ASSIGNED TASK: From the first record below to the last, retype each one exactly.

DATA UNDER STUDY:

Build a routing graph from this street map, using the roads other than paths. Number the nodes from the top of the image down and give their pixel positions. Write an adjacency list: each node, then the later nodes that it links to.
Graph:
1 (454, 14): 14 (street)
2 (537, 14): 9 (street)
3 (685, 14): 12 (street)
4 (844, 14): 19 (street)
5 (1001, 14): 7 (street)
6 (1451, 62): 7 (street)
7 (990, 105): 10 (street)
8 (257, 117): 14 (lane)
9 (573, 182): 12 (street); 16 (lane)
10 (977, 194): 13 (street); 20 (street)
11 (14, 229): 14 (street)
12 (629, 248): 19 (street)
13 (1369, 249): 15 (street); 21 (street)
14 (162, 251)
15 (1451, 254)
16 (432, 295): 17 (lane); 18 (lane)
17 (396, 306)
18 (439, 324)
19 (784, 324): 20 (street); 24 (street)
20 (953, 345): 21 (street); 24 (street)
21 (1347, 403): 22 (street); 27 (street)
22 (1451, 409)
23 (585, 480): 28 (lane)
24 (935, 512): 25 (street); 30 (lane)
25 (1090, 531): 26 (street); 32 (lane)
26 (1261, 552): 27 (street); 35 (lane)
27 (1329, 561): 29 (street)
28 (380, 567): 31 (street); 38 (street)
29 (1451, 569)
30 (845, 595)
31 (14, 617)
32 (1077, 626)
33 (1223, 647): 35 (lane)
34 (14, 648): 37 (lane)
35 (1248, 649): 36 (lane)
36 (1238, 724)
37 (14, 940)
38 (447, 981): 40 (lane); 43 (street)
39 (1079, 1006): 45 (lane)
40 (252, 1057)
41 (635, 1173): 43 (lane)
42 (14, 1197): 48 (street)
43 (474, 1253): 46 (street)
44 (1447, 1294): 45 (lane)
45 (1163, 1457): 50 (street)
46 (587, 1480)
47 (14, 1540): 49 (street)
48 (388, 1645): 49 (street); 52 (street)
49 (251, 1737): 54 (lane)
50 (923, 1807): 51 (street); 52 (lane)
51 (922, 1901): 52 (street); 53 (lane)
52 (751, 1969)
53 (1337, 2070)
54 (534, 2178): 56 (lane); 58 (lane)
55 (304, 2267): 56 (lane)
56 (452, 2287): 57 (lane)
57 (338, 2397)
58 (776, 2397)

EXERCISE RESPONSE:
Build a routing graph from this street map, using the roads other than paths. Number the nodes from the top of the image down and give their pixel positions. Write an adjacency list: each node, then the later nodes that it links to.
Graph:
1 (454, 14): 14 (street)
2 (537, 14): 9 (street)
3 (685, 14): 12 (street)
4 (844, 14): 19 (street)
5 (1001, 14): 7 (street)
6 (1451, 62): 7 (street)
7 (990, 105): 10 (street)
8 (257, 117): 14 (lane)
9 (573, 182): 12 (street); 16 (lane)
10 (977, 194): 13 (street); 20 (street)
11 (14, 229): 14 (street)
12 (629, 248): 19 (street)
13 (1369, 249): 15 (street); 21 (street)
14 (162, 251)
15 (1451, 254)
16 (432, 295): 17 (lane); 18 (lane)
17 (396, 306)
18 (439, 324)
19 (784, 324): 20 (street); 24 (street)
20 (953, 345): 21 (street); 24 (street)
21 (1347, 403): 22 (street); 27 (street)
22 (1451, 409)
23 (585, 480): 28 (lane)
24 (935, 512): 25 (street); 30 (lane)
25 (1090, 531): 26 (street); 32 (lane)
26 (1261, 552): 27 (street); 35 (lane)
27 (1329, 561): 29 (street)
28 (380, 567): 31 (street); 38 (street)
29 (1451, 569)
30 (845, 595)
31 (14, 617)
32 (1077, 626)
33 (1223, 647): 35 (lane)
34 (14, 648): 37 (lane)
35 (1248, 649): 36 (lane)
36 (1238, 724)
37 (14, 940)
38 (447, 981): 40 (lane); 43 (street)
39 (1079, 1006): 45 (lane)
40 (252, 1057)
41 (635, 1173): 43 (lane)
42 (14, 1197): 48 (street)
43 (474, 1253): 46 (street)
44 (1447, 1294): 45 (lane)
45 (1163, 1457): 50 (street)
46 (587, 1480)
47 (14, 1540): 49 (street)
48 (388, 1645): 49 (street); 52 (street)
49 (251, 1737): 54 (lane)
50 (923, 1807): 51 (street); 52 (lane)
51 (922, 1901): 52 (street); 53 (lane)
52 (751, 1969)
53 (1337, 2070)
54 (534, 2178): 56 (lane); 58 (lane)
55 (304, 2267): 56 (lane)
56 (452, 2287): 57 (lane)
57 (338, 2397)
58 (776, 2397)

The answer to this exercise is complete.